Náuseas, vómitos y mareos en el embarazo

¿Sientes el estómago revuelto y unas ganas irrefrenables de vomitar? La mayoría de las mujeres sufren náuseas y vómitos al principio de la gestación. Pueden manifestarse en cualquier momento del día, aunque preferentemente por la mañanas y en ayunas. No te preocupes en exceso, ya que estas molestias irán remitiendo a lo largo del embarazo.
En caso contrario consulta con tu ginecólogo para que observe si el embarazo se desarrolla con normalidad, y descartar lo que se conoce como "hiperemesis gravídica" (náuseas y vómitos persistentes que pueden poner en riesgo el desarrollo de tu bebé debido a la deshidratación).
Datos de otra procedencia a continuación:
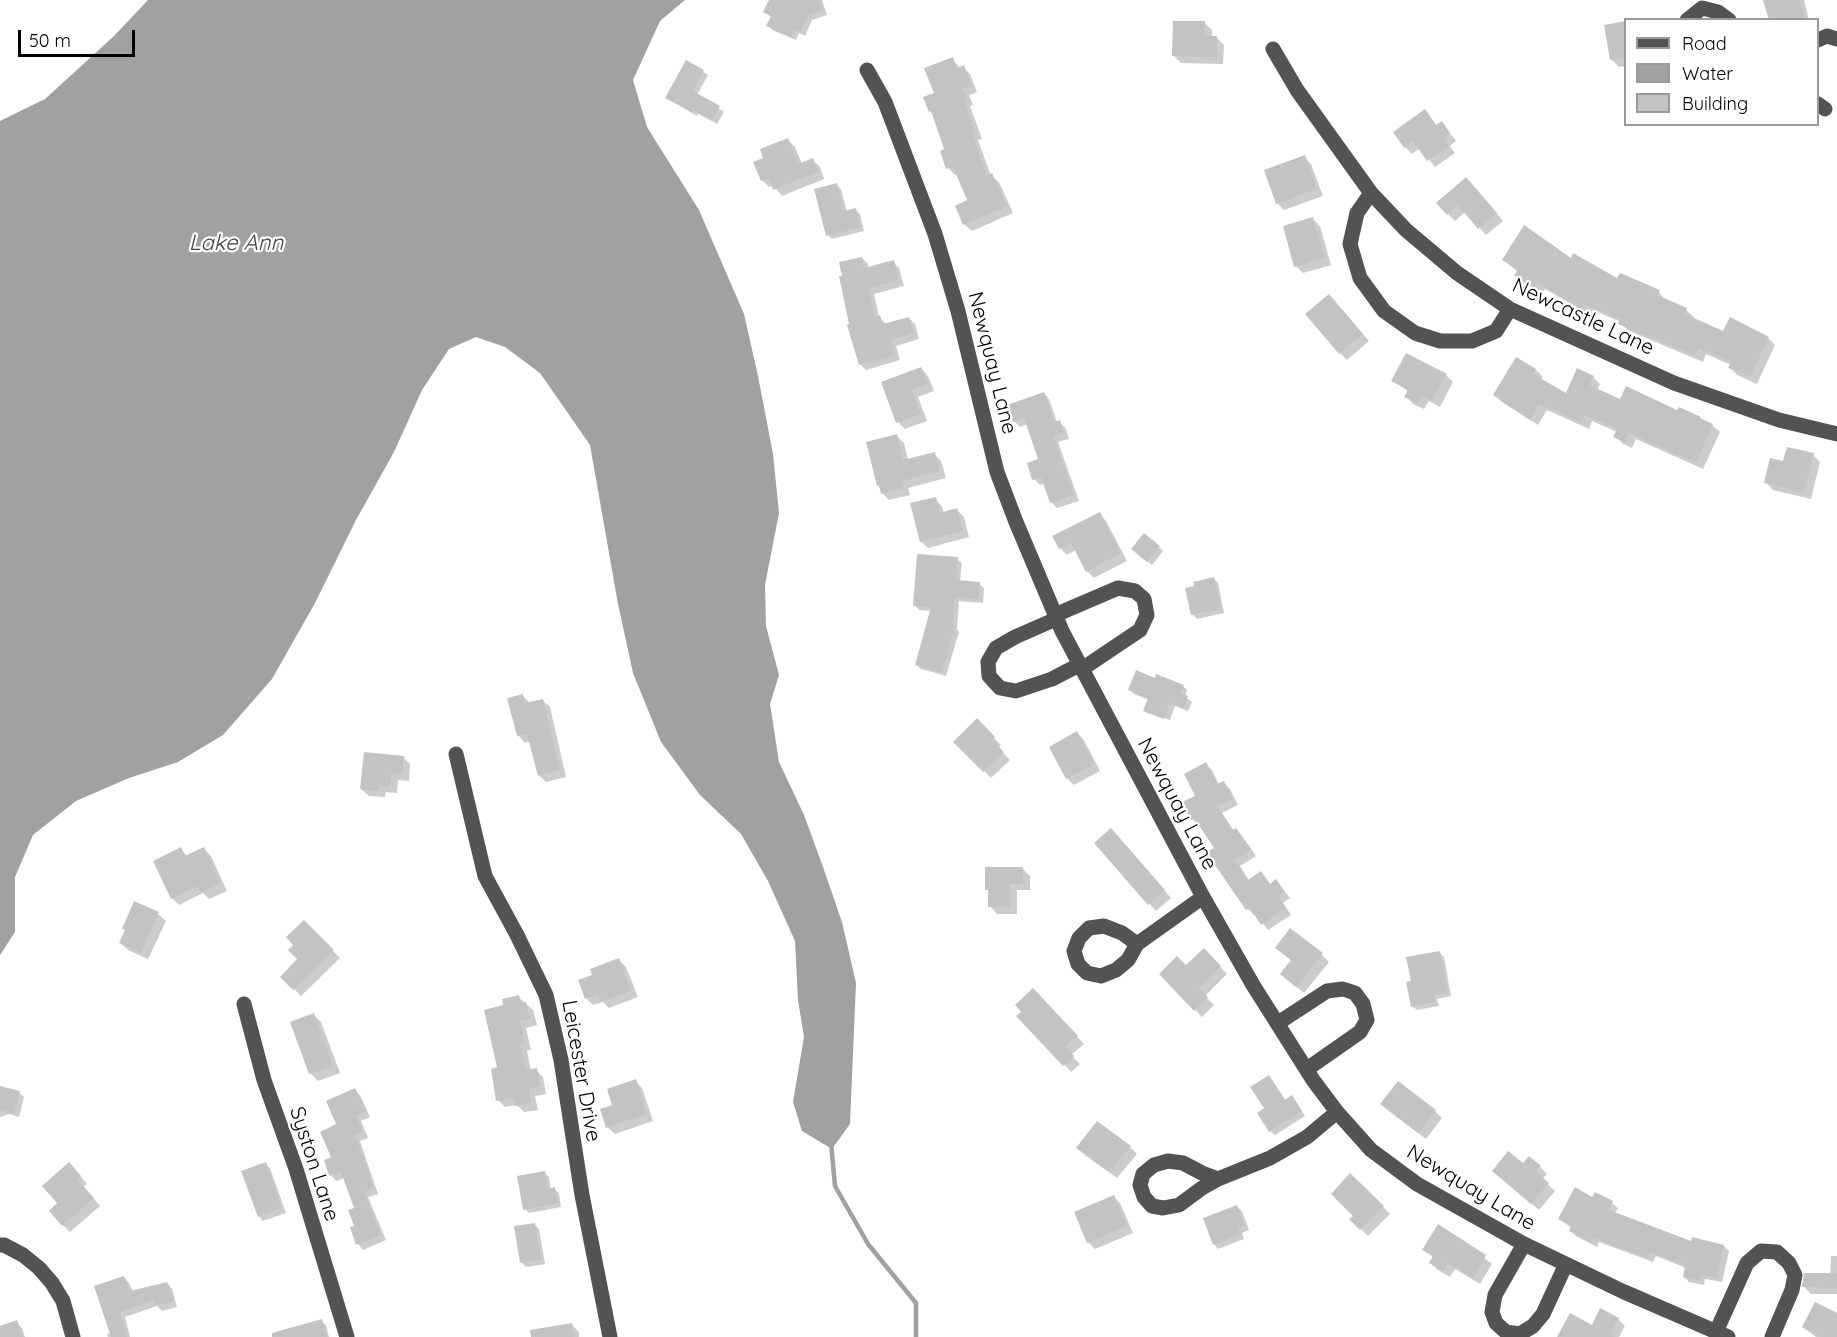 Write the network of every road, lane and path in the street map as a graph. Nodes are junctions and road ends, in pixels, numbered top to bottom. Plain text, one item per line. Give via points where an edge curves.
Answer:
1 (1690, 18) edge
2 (1726, 18) edge
3 (1837, 39) edge
4 (1819, 40) edge
5 (1273, 49) dead end
6 (867, 70) dead end
7 (1371, 192) junction
8 (1510, 309) junction
9 (1837, 434) edge
10 (1056, 617) junction
11 (1080, 667) junction
12 (456, 754) dead end
13 (1203, 897) junction
14 (1137, 944) dead end
15 (244, 1004) dead end
16 (1278, 1023) junction
17 (1307, 1069) junction
18 (1337, 1112) junction
19 (1218, 1179) junction
20 (1524, 1244) junction
21 (0, 1245) edge
22 (1566, 1264) junction
23 (1722, 1335) edge
24 (73, 1337) edge
25 (347, 1337) edge
26 (610, 1337) edge
27 (1772, 1337) edge

1 - 2 street via 1702,8
3 - 4 street via 1827,36
5 - 7 street, Newcastle Lane via 1297,90
6 - 10 street, Newquay Lane via 885,102 938,244 998,472
7 - 8 street, Newcastle Lane via 1406,231
7 - 8 street via 1357,213 1350,244 1360,278 1384,311 1415,333 1440,341 1472,341 1496,331
8 - 9 street, Newcastle Lane via 1674,383 1779,420
10 - 11 street, Newquay Lane
10 - 11 street via 996,648 987,662 989,676 1000,688 1016,691
10 - 11 street via 1118,588 1135,591 1144,599 1147,615 1140,630
11 - 13 street, Newquay Lane
12 - 26 street, Leicester Drive via 485,876 546,995
13 - 14 street
13 - 16 street, Newquay Lane
15 - 25 street, Syston Lane via 264,1080 296,1169
16 - 17 street, Newquay Lane
16 - 17 street via 1327,991 1343,989 1355,993 1363,1004 1367,1020 1360,1032
17 - 18 street, Newquay Lane
18 - 19 street via 1307,1137 1270,1158
18 - 20 street, Newquay Lane via 1371,1150 1416,1184
19 - 19 street via 1183,1163 1168,1161 1143,1174 1140,1185 1152,1206 1163,1208 1179,1205
20 - 22 street, Newquay Lane
20 - 22 street via 1495,1295 1492,1311 1506,1332 1520,1334 1533,1326 1543,1314
21 - 24 street via 23,1255 52,1282 63,1300
22 - 23 street, Newquay Lane
23 - 27 street via 1747,1263 1761,1251 1777,1252 1795,1275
Ganas frecuentes de orinar en el embarazo

¿No aguantas más para ir al baño? Tener ganas frecuentes de orinar, lo que se conoce como micción, también es otro de los primeros síntomas de embarazo si éste va acompañado de tu primera falta. En caso contrario podría tratarse de una infección de orina producida por otras causas.

Alteraciones en el sentido del olfato en el embarazo

¿Aquellos olores que te encantan ahora los aborreces? El sentido del olfato se puede ver alterado al inicio del embarazo. Los olores de determinados perfumes o alimentos incluso es posible que te produzcan náuseas o ganas de vomitar.

En cualquier caso, la visita al ginecólogo es obligada para que confirme o descarte el embarazo . En el caso de confirmarse será éste quien marque los pasos a seguir durante los próximos nueve meses, ya que no hay dos embarazos iguales.